Spring Equinox – A History of Solar

Solar Technology – It’s older than you think!

Solar energy was harnessed by humanity long before history was recorded. This started with the intentional use of fire – a release of temporarily stored solar energy used to light up the darkness and cook hunted and foraged food. Agriculture is just the intentional diversion of solar radiation into food. Plant cells can transform sunlight directly into usable energy, which in turn provides energy for us in the form of food. Although ancient civilizations probably did not understand the biological mechanics of these energy transformations, it’s clear that our species has long understood the importance of the sun.

From Stonehenge to Tikal to the ancient Chinese dynasties, we see evidence that past societies designed structures around the sun’s position in the sky. Calendars were built around solstices and equinoxes. While we don’t know if Archimedes truly lit enemy ships on fire by reflecting the sun with mirrors, crude lenses have been used to create fire for practical and ritual purposes since 7th century BC. Greenhouses made of thin, transparent stone were used by the Romans to grow exotic and out of season crops. Sunrooms were built into housing in China starting around 6000 BC. Stonehenge and the temples of Tikal were built to celebrate solstices and equinoxes and mark the passage of time and seasons.

Tracking the movement of the sun also led to advances in math and natural sciences – but technological and scientific advances don’t always occur in a linear fashion. Copernicus’ heliocentric (sun-centered) theory of the cosmos was famously regarded as heresy, but heliocentric models were treated as fact by many Greek and Roman scholars. Galileo’s telescopes provided evidence for this theory, despite his prosecution for the proposal. Sir Isaac Newton was also fascinated by the sun. He split sunlight by shining it through prisms and temporarily blinded himself in pursuit of understanding the nature of sunlight (you can thank his fascination for that calculus class you still dream you forgot about). Meanwhile, indigenous people in the Americas had been building homes with south-facing windows for centuries, using the position of the sun as a natural source of heating in the winter.

The age of industrialization brought us many of the technological advances we depend upon today, and the acceleration of energy technology began. Edison’s and Tesla’s experiments with electricity gave people power in their own homes. The internal combustion engine made us more mobile than we had every been, and we began using sunlight in the form of fossil fuels to propel us around the world. It wasn’t without cost. The burning of fossil fuels since 1850 has resulted in more carbon dioxide and other greenhouse gasses into the atmosphere than at any point in the past 800,000 years. This all happened so quickly, yet we find it hard to imagine breaking our dependence on them.
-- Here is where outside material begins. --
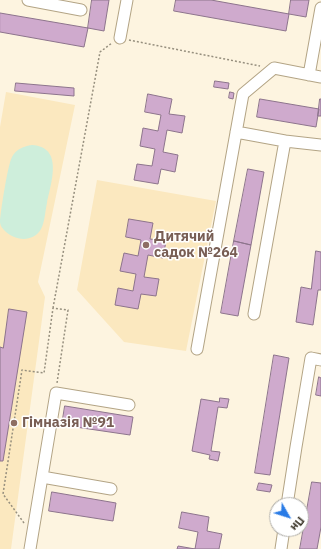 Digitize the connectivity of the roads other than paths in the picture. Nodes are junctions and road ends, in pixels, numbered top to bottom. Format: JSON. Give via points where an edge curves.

There are alternatives to fossil fuels. The photovoltaic effect (electric current generation from sunlight) was discovered in 1839. In the 1880s the first solar cell was created, although it would not be efficient enough for practical use – that would have to wait until the 1950s. By the 1970s, solar panels were in use on every continent. We have seen vast improvements in the technology since, as they are now so efficient that many modern households can offset their annual usage using just the space they have available on their roofs. Despite these leaps in technology, it wasn’t until very recently that individuals and governments alike have started to look at solar as a true alternative to coal and gas. Enough sunlight hits the surface of the Earth each hour to power the entire world for a year, and technology to capture and convert it constantly improves.

Many people are caught between a sense of urgency and the sense that the technology just isn’t there yet – but how many people are holding off on getting a smartphone because the technology isn’t “finished”? We hope advances in solar continue to happen and get better. Scientific and technological innovation is in our DNA, so it is unlikely we will reach a point where we have decided that solar technology is “good enough.” Advancements in technology also don’t always render old technology obsolete – after all, we’re still using greenhouses, sitting around fires, and observing the change of seasons based on the position of the sun relative to Earth. We don’t know how solar will look in the future, but we don’t have to wait to find out to be a part of solar history.